The main course, that vast golden bird and its myriad trimmings, was decided upon weeks ago, and any change to the fruit-laden pudding to follow is unthinkable. But the dish that starts the Christmas feast is, at least in this house, up for grabs.
My knee-jerk Christmas first course is invariably piscine, often thin slices from a salmon that has been smoked or buried in salt - the gravlax, or gravadlax: literally buried salmon - that is given an edge with mustard and lemon sauce or shredded beetroot. Other successful starters have included a chicory, walnut and blue cheese salad and a diminutive onion tart. But I fancy a change.
This year's array of new cookbooks offers much temptation... The clean rawness of the tartare of grey mullet from Caroline Conran's heartfelt book Sud de France(Prospect Books, £20) appeals, especially with its hint of cucumber and raw fennel. Then again, there are the twin delights of Joanna Weinberg's beetroot and pumpkin houmous (Cooking for Real Life, Bloomsbury, £25) which would look festive in their shades of saffron and burgundy and have the advantage of being pre-prepared. But I will make them to eat with slices of cold roast goose on Boxing Day instead.
Other recipes beckon, too: Nigella Lawson's Sicilian cauliflower salad from Nigellissima (Ebury, £26), with its crunch of pine kernels and sweet golden sultanas, or Elisabeth Luard's intriguing salsify soup with cream and allspice from A Cook's Year in a Welsh Farmhouse (Bloomsbury, £25). All will pop up on my table this yule, but what is crucial is that the first bite of Christmas lunch is not too rich; it must not fill us. The first course should tease and tantalise, not satiate and satisfy. It should leave us wanting more.
There will be many occasions over the next couple of weeks to try out new dishes, to work on something new, to make the most of others' inventiveness - but in this kitchen the feast will start with a round of crisp rye toast decked with raw venison (beef is another possibility) with a festive seasoning of mustard, piquant capers and sweet dried cranberries. For those who are not fond of rare meat, there will be a pair of fresh scallops, a tiny seafood island in a rockpool of artichoke and parsley-flecked soup. Tiny edible jewels to ease us toward the principal dish. Yes, the feast has begun.

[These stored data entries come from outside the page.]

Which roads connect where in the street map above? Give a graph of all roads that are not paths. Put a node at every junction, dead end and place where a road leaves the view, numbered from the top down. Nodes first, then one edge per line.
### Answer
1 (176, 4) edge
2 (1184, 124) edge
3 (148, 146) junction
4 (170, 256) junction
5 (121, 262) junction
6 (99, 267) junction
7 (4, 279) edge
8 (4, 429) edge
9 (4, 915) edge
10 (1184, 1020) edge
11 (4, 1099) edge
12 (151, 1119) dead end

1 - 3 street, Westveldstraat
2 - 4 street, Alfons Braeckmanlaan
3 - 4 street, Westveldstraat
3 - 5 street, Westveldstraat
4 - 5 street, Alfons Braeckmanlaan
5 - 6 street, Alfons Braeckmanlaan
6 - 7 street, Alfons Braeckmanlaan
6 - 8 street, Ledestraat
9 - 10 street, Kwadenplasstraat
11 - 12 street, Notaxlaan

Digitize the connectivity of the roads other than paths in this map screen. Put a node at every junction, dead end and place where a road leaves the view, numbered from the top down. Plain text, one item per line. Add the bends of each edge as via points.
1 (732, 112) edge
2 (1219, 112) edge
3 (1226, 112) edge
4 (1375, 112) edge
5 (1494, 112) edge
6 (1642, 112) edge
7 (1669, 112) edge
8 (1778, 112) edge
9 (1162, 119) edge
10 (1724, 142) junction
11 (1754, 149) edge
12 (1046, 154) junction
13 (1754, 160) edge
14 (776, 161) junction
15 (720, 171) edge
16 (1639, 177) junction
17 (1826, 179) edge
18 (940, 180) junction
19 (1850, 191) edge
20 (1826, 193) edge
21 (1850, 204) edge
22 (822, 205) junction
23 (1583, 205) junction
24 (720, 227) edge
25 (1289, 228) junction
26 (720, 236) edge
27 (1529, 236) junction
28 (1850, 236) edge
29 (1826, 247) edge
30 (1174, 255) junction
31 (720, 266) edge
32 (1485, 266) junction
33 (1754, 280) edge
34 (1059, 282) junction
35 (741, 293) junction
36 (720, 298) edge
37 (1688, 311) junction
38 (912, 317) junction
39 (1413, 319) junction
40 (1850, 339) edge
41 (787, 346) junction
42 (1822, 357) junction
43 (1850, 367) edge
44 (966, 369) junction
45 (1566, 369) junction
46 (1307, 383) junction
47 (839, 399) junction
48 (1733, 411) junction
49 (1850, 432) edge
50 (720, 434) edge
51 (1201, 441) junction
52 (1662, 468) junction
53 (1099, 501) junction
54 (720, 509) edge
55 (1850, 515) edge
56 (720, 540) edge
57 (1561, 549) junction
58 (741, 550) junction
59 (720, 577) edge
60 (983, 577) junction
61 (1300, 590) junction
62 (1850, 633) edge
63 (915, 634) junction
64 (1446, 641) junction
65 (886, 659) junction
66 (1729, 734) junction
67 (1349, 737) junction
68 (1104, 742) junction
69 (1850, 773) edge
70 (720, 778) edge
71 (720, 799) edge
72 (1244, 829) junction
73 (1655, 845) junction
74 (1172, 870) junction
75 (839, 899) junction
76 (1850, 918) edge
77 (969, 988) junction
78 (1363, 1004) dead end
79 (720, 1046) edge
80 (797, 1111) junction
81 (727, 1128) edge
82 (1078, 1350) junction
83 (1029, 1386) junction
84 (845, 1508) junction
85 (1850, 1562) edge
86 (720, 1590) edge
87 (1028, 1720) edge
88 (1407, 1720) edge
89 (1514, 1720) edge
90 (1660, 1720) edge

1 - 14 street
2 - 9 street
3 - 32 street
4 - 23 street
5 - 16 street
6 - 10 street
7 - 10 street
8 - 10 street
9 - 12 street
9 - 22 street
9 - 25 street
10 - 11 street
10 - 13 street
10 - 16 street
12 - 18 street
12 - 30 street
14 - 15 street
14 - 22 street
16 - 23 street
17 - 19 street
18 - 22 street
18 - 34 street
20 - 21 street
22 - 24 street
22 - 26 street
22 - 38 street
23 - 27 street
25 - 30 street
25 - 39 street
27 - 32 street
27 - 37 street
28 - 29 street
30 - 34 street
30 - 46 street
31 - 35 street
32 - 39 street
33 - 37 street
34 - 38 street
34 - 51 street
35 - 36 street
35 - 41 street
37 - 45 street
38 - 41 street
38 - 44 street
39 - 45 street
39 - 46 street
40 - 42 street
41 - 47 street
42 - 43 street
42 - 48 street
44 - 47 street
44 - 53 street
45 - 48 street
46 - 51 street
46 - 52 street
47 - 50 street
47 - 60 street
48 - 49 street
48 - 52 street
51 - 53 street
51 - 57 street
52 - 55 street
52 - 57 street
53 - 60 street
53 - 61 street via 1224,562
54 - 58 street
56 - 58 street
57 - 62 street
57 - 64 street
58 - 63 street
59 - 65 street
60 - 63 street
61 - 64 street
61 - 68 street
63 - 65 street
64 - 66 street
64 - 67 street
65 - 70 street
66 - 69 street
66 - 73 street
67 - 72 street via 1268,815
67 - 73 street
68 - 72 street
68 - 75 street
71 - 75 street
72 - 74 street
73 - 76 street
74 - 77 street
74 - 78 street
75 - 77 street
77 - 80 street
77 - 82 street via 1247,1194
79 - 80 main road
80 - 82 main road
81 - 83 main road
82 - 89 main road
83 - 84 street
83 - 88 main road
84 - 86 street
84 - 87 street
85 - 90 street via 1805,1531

Artichoke and parsley soup with scallops
So naturally velvety and smooth is a well-blended artichoke soup that cream seems superfluous. Add a little if you wish, at the end, just after you have puréed the soup. Serves 6.
leeks 2, large
butter 40g
Jerusalem artichokes 450g
bay leaves 2
light stock or water 1 litre
parsley leaves a large handful
lemon juice a littleFor the scallops:
butter a little
scallops 12Halve the leeks lengthways, discarding the tough dark-green parts to the stock pot, then slice finely, put them in a colander and rinse thoroughly under cold running water. Grit often gets trapped in their layers.
Melt the butter in a heavy-based saucepan, then add the sliced leeks and let them cook, slowly and over a low heat, for about 10 minutes until soft and bright. They shouldn't brown. (A layer of greaseproof paper tucked on top of the leeks and a lid on the pan help them to soften without colouring.)
Rinse the artichokes, chop roughly, then add them to the leeks together with the bay leaves, a little salt and the stock. Bring the liquid to the boil, then lower the heat so the soup simmers gently, letting it cook, with the occasional stir, for 25 minutes until the artichokes are soft enough to crush.
Ladle some of the soup into a blender or food processor, taking care not to overfill it, then blitz until smooth, adding handfuls of the parsley leaves as you go. Continue until the soup is smooth, return it to the pan, then correct the seasoning with a squeeze or two of lemon juice and a little black pepper.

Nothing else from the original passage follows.